A la mañana siguiente oí que Tom estaba mucho mejor, y dijeron que la tía Sally se había ido a dormir un rato. Así que me deslicé hasta el cuarto del enfermo, y si lo encontraba despierto, pensé que podríamos inventar una historia para la familia que colara. Pero estaba dormido, y dormía muy tranquilo también; y pálido, no con la cara encendida como cuando llegó. Así que me senté y esperé a que despertara. Al cabo de media hora, la tía Sally entró sigilosamente, ¡y ahí estaba yo, atrapado otra vez! Me hizo señas para que guardara silencio, se sentó junto a mí y empezó a susurrar, diciendo que ya podíamos alegrarnos todos, porque todos los síntomas eran excelentes, y había estado durmiendo así mucho tiempo, y cada vez se veía mejor y más tranquilo, y que era casi seguro que despertaría en su sano juicio.

Así que nos quedamos allí mirando, y al poco rato él se movió un poco, abrió los ojos muy naturalmente, miró y dijo:

—¡Hola! Vaya, ¡estoy en casa! ¿Cómo es eso? ¿Dónde está la balsa?

—Todo está bien —le dije.

—¿Y Jim?

—Igual —dije, pero no pude decirlo con mucha seguridad. Pero él no lo notó, y dijo:

—¡Bien! ¡Estupendo! ¡Ahora estamos a salvo! ¿Le contaste a la tía?

Iba a decir que sí; pero ella intervino y dijo: —¿Sobre qué, Sid?

—Sobre cómo se hizo todo.

—¿Qué cosa?

—Pues todo. No hay más que una; cómo liberamos al negro fugitivo—Tom y yo.

—¡Dios santo! ¿Liberar al ne...? ¡Pero qué está diciendo este niño! ¡Ay, ay, otra vez está delirando!
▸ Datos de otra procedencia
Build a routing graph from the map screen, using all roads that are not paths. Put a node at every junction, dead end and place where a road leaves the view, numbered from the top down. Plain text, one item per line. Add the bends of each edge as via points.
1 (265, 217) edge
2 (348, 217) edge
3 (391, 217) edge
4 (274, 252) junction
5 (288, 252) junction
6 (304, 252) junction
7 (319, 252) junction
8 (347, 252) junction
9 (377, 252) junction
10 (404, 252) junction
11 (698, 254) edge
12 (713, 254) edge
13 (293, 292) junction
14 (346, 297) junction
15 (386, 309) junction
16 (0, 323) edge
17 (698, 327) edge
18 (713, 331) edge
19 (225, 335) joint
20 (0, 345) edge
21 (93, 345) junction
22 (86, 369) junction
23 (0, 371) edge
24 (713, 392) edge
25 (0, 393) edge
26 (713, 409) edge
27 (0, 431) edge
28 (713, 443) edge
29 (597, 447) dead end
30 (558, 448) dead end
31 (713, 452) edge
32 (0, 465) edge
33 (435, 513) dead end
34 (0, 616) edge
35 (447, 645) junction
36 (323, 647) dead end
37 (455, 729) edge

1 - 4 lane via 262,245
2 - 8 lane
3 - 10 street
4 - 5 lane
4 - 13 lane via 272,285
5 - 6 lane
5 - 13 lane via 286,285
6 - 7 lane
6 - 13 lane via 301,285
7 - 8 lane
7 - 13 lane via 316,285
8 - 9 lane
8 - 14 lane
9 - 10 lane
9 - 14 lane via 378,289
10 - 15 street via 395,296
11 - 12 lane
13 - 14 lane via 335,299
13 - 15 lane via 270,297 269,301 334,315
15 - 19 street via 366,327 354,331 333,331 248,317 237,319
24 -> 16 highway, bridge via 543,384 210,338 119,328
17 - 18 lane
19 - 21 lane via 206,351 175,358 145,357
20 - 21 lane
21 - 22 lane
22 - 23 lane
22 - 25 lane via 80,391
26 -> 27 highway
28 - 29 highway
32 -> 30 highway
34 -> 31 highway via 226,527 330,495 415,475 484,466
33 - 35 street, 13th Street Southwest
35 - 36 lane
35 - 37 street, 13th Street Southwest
—No, no estoy loco; sé perfectamente de lo que hablo. Lo liberamos—Tom y yo. Planeamos hacerlo, y lo hicimos. Y lo hicimos de manera elegante, también.— Ya había comenzado, y ella no lo interrumpió, solo se quedó sentada mirándolo fijamente, dejándolo hablar, y vi que no tenía caso que yo interviniera.— Mira, tía, nos costó un montón de trabajo—semanas enteras—horas y horas, cada noche, mientras todos dormían. Y tuvimos que robar velas, la sábana, la camisa, tu vestido, cucharas, platos de lata, cuchillos, la sartén para calentar, la piedra de afilar, harina, y un sinfín de cosas, y no te imaginas lo que costó hacer las sierras, las plumas, las inscripciones y todo lo demás, y tampoco te imaginas la mitad de la diversión que fue. Y tuvimos que inventar dibujos de ataúdes y cosas así, y cartas anónimas de los bandidos, y subir y bajar por el pararrayos, y cavar el agujero hasta la cabaña, y hacer la escalera de cuerda y meterla en un pastel, y meter cucharas y cosas para trabajar en el bolsillo de tu delantal—

—¡Dios mío!

—y llenar la cabaña de ratas y serpientes y demás, para que Jim tuviera compañía; y luego tú retuviste a Tom aquí tanto tiempo con la mantequilla en el sombrero que casi echas a perder todo el asunto, porque los hombres llegaron antes de que saliéramos de la cabaña, y tuvimos que salir corriendo, y nos oyeron y nos dispararon, y a mí me tocó mi parte, y nos apartamos del camino y los dejamos pasar, y cuando vinieron los perros no les interesamos, sino que fueron tras el mayor ruido, y conseguimos nuestra canoa, fuimos hasta la balsa, y estuvimos a salvo, y Jim era un hombre libre, y todo lo hicimos nosotros solos, ¡y dime si no fue grandioso, tía!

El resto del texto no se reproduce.